(Stored data entries)
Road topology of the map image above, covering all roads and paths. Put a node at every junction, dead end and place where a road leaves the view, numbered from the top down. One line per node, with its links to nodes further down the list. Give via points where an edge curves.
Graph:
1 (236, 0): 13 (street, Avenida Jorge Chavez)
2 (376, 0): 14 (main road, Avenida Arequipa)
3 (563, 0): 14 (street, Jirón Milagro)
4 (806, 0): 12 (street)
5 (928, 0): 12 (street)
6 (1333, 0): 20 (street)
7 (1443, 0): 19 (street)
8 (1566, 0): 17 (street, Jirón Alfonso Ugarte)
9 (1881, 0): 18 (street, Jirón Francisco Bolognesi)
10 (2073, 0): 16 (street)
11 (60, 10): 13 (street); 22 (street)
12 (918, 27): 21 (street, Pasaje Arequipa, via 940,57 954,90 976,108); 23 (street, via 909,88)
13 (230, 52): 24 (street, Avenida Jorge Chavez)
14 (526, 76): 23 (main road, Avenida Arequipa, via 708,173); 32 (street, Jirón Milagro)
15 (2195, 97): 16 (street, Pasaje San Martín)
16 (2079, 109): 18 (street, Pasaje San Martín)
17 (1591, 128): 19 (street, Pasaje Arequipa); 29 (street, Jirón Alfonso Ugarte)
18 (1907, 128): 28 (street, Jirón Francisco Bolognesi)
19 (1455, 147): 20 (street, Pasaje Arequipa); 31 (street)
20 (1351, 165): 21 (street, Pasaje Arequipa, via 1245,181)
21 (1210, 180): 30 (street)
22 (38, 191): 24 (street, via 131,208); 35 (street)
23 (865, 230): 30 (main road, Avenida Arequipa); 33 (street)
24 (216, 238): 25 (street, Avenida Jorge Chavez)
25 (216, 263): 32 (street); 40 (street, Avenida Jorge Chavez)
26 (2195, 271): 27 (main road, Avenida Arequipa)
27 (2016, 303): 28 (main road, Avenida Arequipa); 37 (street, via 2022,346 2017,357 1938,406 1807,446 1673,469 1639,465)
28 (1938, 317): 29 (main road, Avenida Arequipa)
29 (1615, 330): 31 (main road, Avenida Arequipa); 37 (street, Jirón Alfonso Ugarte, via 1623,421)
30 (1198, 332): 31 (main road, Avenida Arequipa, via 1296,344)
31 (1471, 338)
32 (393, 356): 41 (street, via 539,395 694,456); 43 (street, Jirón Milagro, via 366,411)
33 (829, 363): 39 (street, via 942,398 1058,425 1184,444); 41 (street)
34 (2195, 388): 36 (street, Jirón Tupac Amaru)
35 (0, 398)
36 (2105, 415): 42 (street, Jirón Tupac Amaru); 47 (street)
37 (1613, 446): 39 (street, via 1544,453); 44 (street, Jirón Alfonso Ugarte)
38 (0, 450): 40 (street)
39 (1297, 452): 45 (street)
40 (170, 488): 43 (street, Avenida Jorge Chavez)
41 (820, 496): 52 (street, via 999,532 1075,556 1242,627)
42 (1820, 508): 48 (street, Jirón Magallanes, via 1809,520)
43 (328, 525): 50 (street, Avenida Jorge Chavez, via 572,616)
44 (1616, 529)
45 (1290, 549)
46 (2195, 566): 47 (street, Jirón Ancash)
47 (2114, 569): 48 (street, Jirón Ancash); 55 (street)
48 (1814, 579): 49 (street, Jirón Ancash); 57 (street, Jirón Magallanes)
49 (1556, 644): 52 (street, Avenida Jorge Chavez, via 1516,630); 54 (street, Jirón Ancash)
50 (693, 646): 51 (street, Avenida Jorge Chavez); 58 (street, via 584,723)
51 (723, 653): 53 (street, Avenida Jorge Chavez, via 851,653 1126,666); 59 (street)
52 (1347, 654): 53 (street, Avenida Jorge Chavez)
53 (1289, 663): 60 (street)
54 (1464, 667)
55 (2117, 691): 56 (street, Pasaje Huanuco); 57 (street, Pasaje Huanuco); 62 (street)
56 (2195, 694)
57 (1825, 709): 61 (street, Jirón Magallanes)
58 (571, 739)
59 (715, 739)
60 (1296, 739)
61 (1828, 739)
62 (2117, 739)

**PROMPT:** Go over the data above and copy every line that has the word "Ancash" in it.

**EXERCISE OUTPUT:**
46 (2195, 566): 47 (street, Jirón Ancash)
47 (2114, 569): 48 (street, Jirón Ancash); 55 (street)
48 (1814, 579): 49 (street, Jirón Ancash); 57 (street, Jirón Magallanes)
49 (1556, 644): 52 (street, Avenida Jorge Chavez, via 1516,630); 54 (street, Jirón Ancash)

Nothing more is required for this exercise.